Bonnie Bastien, a Town Meeting member and supporter of the measure, said that her rent went up $800 last summer.

“I hope that as you’re assessing this you can consider how exorbitant rents are in Brookline, truly.” she told members of the Advisory Committee, an appointed panel which makes recommendations to Town Meeting. “And consider that when you look at the triple deckers which exist here, the people in those are no longer firefighters or teachers, middle class people. They’re lawyers, and architects, and doctors living in those triple deckers. That’s a humongous shift.”

Even if the Town Meeting measure is approved this month, the proposal would face another hurdle: because rent control is currently banned by state law, the Massachusetts legislature would have to allow the town to bypass that restriction.

State lawmakers (who are four times more likely to be landlords than renters) have given a chilly reception to a similar effort by Boston to enact rent stabilization.

But backers of the proposal in Brookline say if passed, it could help build momentum alongside a signature-gathering campaign underway to put the issue on the ballot next year, which would ask statewide voters if they want to reverse the 1994 ban.

“My sense is this is a movement and it’s growing,” said Lebovitz. “It’s easier for legislators on Beacon Hill to ignore a single community making a request like this. It becomes harder when more and more join the chorus, and when more organizing is going on outside of Beacon Hill in support of this.”

An uphill climb at Town Meeting

Lebovitz pointed to the town’s results from the 1994 referendum as evidence that the policy is right for Brookline: voters here opposed the ban on rent control by a 12% margin.
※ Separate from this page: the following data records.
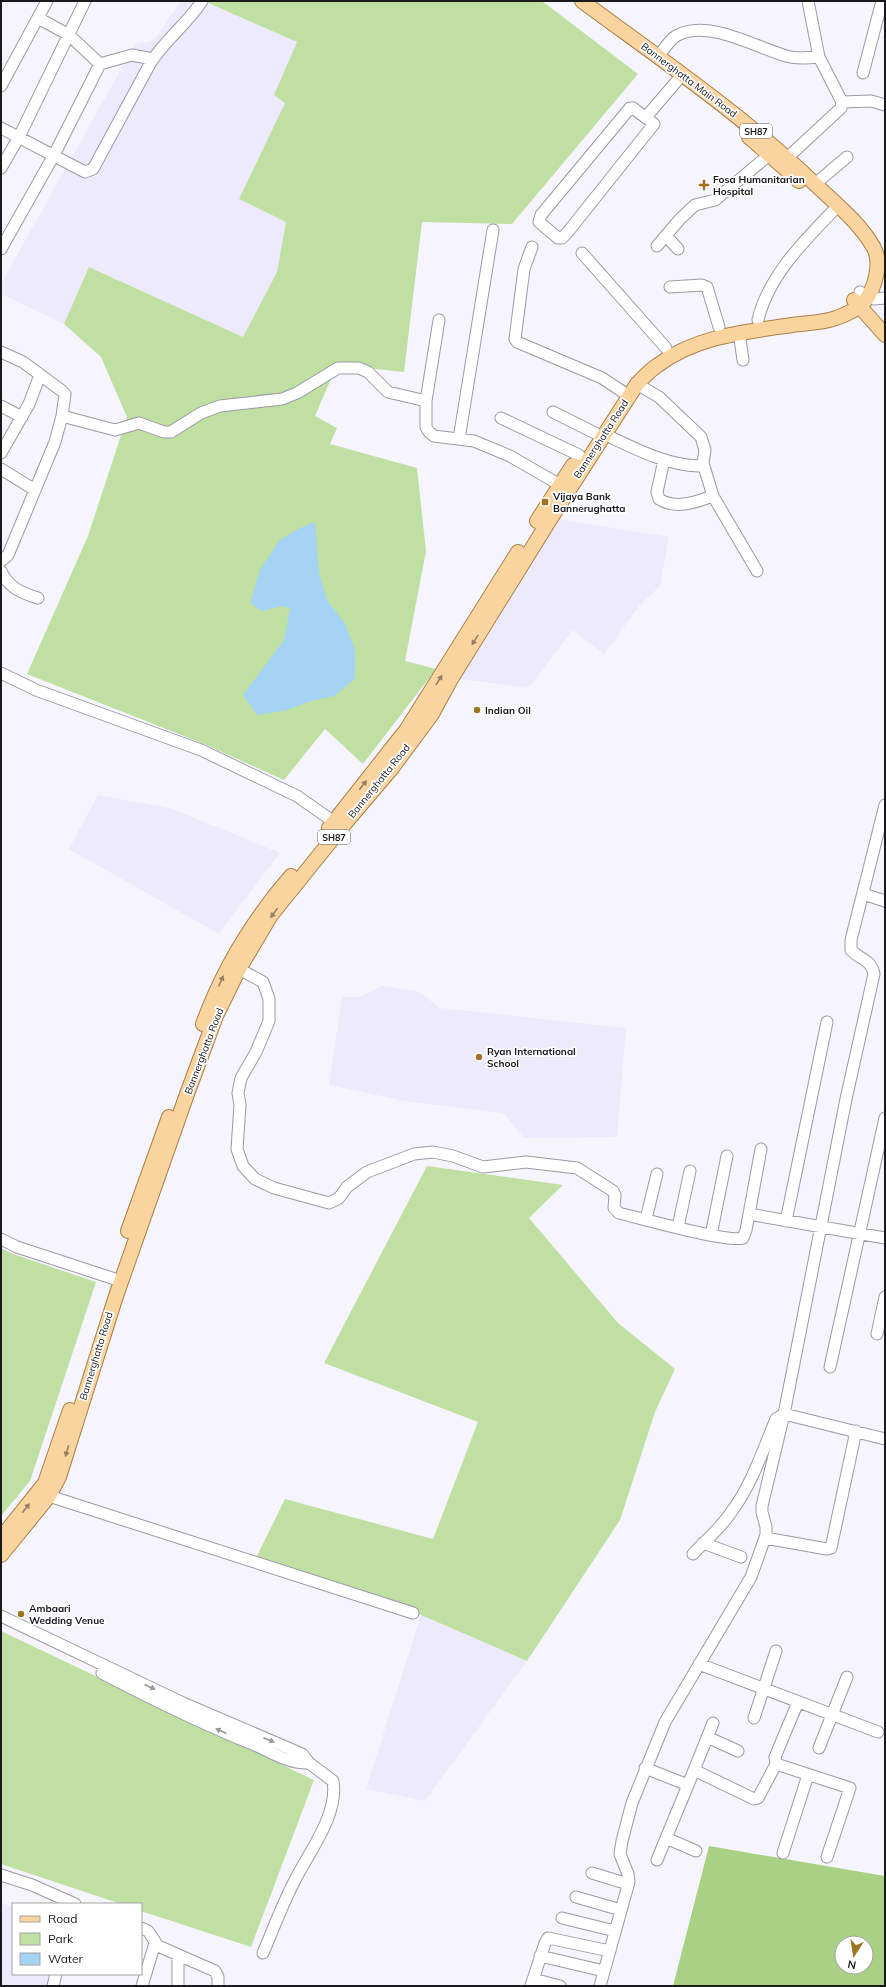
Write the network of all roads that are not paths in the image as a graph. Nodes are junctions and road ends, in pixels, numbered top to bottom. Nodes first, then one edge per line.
1 (48, 1) edge
2 (85, 1) edge
3 (202, 1) edge
4 (570, 1) edge
5 (582, 1) edge
6 (808, 1) edge
7 (882, 1) edge
8 (38, 18) junction
9 (69, 34) junction
10 (658, 57) junction
11 (819, 57) junction
12 (153, 59) junction
13 (100, 64) junction
14 (863, 73) dead end
15 (680, 77) junction
16 (1, 86) edge
17 (842, 102) junction
18 (885, 105) edge
19 (646, 117) junction
20 (1, 128) edge
21 (19, 138) junction
22 (778, 154) junction
23 (54, 155) junction
24 (847, 157) dead end
25 (1, 168) edge
26 (816, 184) junction
27 (833, 210) junction
28 (493, 230) dead end
29 (666, 236) junction
30 (657, 246) dead end
31 (532, 247) dead end
32 (1, 248) edge
33 (678, 248) dead end
34 (582, 253) dead end
35 (880, 254) edge
36 (670, 287) dead end
37 (885, 298) edge
38 (860, 299) junction
39 (439, 320) dead end
40 (758, 320) junction
41 (719, 328) junction
42 (739, 332) junction
43 (885, 335) edge
44 (666, 348) junction
45 (1, 352) edge
46 (743, 360) dead end
47 (40, 375) junction
48 (637, 384) junction
49 (626, 393) junction
50 (426, 401) junction
51 (1, 406) edge
52 (553, 412) dead end
53 (62, 416) junction
54 (22, 417) junction
55 (501, 418) dead end
56 (599, 434) junction
57 (5, 437) edge
58 (459, 439) junction
59 (1, 453) edge
60 (580, 455) junction
61 (664, 460) junction
62 (703, 463) junction
63 (1, 469) edge
64 (560, 485) junction
65 (35, 490) junction
66 (714, 496) junction
67 (1, 561) edge
68 (757, 570) dead end
69 (1, 571) edge
70 (38, 598) dead end
71 (486, 612) junction
72 (1, 673) edge
73 (885, 805) edge
74 (334, 822) junction
75 (863, 894) junction
76 (885, 900) edge
77 (239, 969) junction
78 (827, 1022) dead end
79 (885, 1118) edge
80 (761, 1149) dead end
81 (727, 1156) dead end
82 (690, 1172) dead end
83 (657, 1174) dead end
84 (748, 1214) junction
85 (646, 1220) junction
86 (786, 1221) junction
87 (821, 1226) junction
88 (678, 1227) junction
89 (860, 1234) junction
90 (711, 1235) junction
91 (885, 1238) edge
92 (1, 1239) edge
93 (116, 1279) junction
94 (885, 1297) edge
95 (877, 1334) dead end
96 (830, 1367) dead end
97 (784, 1414) junction
98 (856, 1431) junction
99 (885, 1438) edge
100 (49, 1496) junction
101 (1, 1538) edge
102 (765, 1538) junction
103 (703, 1543) junction
104 (693, 1554) dead end
105 (1, 1555) edge
106 (741, 1557) dead end
107 (413, 1613) dead end
108 (1, 1616) edge
109 (1, 1622) edge
110 (776, 1651) dead end
111 (699, 1664) junction
112 (847, 1677) dead end
113 (763, 1688) junction
114 (798, 1702) junction
115 (831, 1714) junction
116 (754, 1718) dead end
117 (713, 1723) dead end
118 (878, 1732) dead end
119 (707, 1737) junction
120 (819, 1748) dead end
121 (738, 1751) dead end
122 (309, 1763) junction
123 (776, 1764) junction
124 (645, 1768) junction
125 (694, 1770) junction
126 (808, 1775) junction
127 (688, 1785) junction
128 (666, 1838) junction
129 (696, 1851) dead end
130 (782, 1853) dead end
131 (827, 1857) dead end
132 (657, 1860) dead end
133 (592, 1873) dead end
134 (1, 1875) edge
135 (628, 1884) junction
136 (576, 1897) dead end
137 (72, 1903) edge
138 (621, 1910) junction
139 (562, 1918) dead end
140 (142, 1929) edge
141 (615, 1931) junction
142 (155, 1943) junction
143 (610, 1951) junction
144 (263, 1953) dead end
145 (178, 1955) junction
146 (540, 1956) junction
147 (145, 1963) edge
148 (604, 1971) junction
149 (56, 1975) edge
150 (532, 1983) edge
151 (53, 1986) edge
152 (142, 1986) edge
153 (178, 1986) edge
154 (218, 1986) edge
155 (560, 1986) edge
156 (600, 1986) edge

1 - 8 street
2 - 9 street
3 - 12 street
4 - 15 main road, Bannerghatta Main Road / SH87
5 - 10 main road, Bannerghatta Main Road / SH87
6 - 11 street
7 - 14 street
8 - 9 street
8 - 16 street
9 - 13 street
9 - 21 street
10 - 11 street
10 - 15 main road, Bannerghatta Main Road / SH87
11 - 17 street
12 - 13 street
12 - 23 street
13 - 23 street
15 - 19 street
15 - 22 main road, Bannerghatta Main Road / SH87
17 - 18 street
17 - 22 street
19 - 19 street
20 - 21 street
21 - 23 street
21 - 25 street
22 - 26 main road, Bannerghatta Main Road / SH87
22 - 27 main road, Bannerghatta Main Road / SH87
22 - 29 street
23 - 32 street
24 - 26 street
26 - 35 main road, Bannerghatta Main Road / SH87
27 - 38 main road, Bannerghatta Main Road / SH87
27 - 40 street
28 - 58 street
29 - 30 street
29 - 33 street
31 - 49 street
34 - 44 street
35 - 38 main road, Bannerghatta Main Road / SH87
36 - 41 street
37 - 38 street
38 - 40 main road, Bannerghatta Road / SH87
38 - 42 main road, Bannerghatta Road / SH87
38 - 43 main road
39 - 50 street
40 - 41 main road, Bannerghatta Road / SH87
41 - 44 main road, Bannerghatta Road / SH87
42 - 46 street
42 - 48 main road, Bannerghatta Road / SH87
44 - 49 main road, Bannerghatta Road / SH87
45 - 47 street
47 - 53 street
47 - 54 street
48 - 49 main road, Bannerghatta Road / SH87
48 - 62 street
49 - 56 main road, Bannerghatta Road / SH87
50 - 53 street
50 - 58 street
51 - 54 street
52 - 56 street
53 - 65 street
54 - 57 street
55 - 60 street
56 - 60 main road, Bannerghatta Road / SH87
56 - 61 street
56 - 71 main road, Bannerghatta Road / SH87
57 - 59 street
58 - 64 street
60 - 64 main road, Bannerghatta Road / SH87
61 - 62 street
61 - 66 street
62 - 66 street
63 - 65 street
64 - 71 main road, Bannerghatta Road / SH87
65 - 67 street
66 - 68 street
69 - 70 street
74 -> 71 main road, Bannerghatta Road / SH87
71 -> 77 main road, Bannerghatta Road / SH87
72 - 74 street
73 - 75 street
93 -> 74 main road, Bannerghatta Road / SH87
75 - 76 street
75 - 87 street
77 - 85 street
77 - 93 main road, Bannerghatta Road / SH87
78 - 86 street
79 - 89 street
80 - 84 street
81 - 90 street
82 - 88 street
83 - 85 street
84 - 86 street
84 - 90 street
85 - 88 street
86 - 87 street
87 - 89 street
87 - 97 street
88 - 90 street
89 - 91 street
89 - 96 street
92 - 93 street
93 -> 100 main road, Bannerghatta Road / SH87
101 -> 93 main road, Bannerghatta Road / SH87
94 - 95 street
97 - 98 street
97 - 102 street
97 - 103 street
98 - 99 street
98 - 102 street
100 - 105 main road, Bannerghatta Road / SH87
100 - 107 street
102 - 111 street
103 - 104 street
103 - 106 street
108 -> 122 street
122 -> 109 street
110 - 113 street
111 - 113 street
111 - 124 street
112 - 115 street
113 - 114 street
113 - 116 street
114 - 115 street
114 - 123 street
115 - 118 street
115 - 120 street
117 - 119 street
119 - 121 street
119 - 125 street
122 - 144 street
123 - 125 street
123 - 126 street
124 - 127 street
124 - 135 street
125 - 127 street
126 - 130 street
126 - 131 street
127 - 128 street
128 - 129 street
128 - 132 street
133 - 135 street
134 - 137 street
135 - 138 street
136 - 138 street
138 - 141 street
139 - 141 street
140 - 142 street
141 - 143 street
142 - 145 street
142 - 147 street
143 - 146 street
143 - 148 street
145 - 153 street
145 - 154 street
146 - 148 street
146 - 150 street
147 - 152 street
148 - 156 street
149 - 151 street
150 - 155 street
But rent control has been the subject of bitter political debates in Brookline’s past, which is one reason the current proposal faces a steep uphill battle at Town Meeting (which, like most political bodies in the country, is dominated by homeowners).

The current proposal is opposed by both the town’s Select Board and the Advisory Committee.

Select Board members said they were worried the ban would disincentivize development, and that it might push landlords into raising rents now.

“As soon as the threat of rent control or rent stabilization is raised, developers aren’t stupid, landlords aren’t stupid,” said board member John VanScoyoc. “If they’re going to be capped a couple years from now, that’s an incentive to increase the rent as much as they can now. This could end up causing exorbitant rent increases.”

The board voted 4-1 on Oct. 24 to recommend that Town Meeting reject the measure.

Board member Miriam Aschkenasy was the lone vote in support. “I think this is a conversation worth having. This is a way for us to signal our support, even though I think it’s many steps away from actually happening,” she said.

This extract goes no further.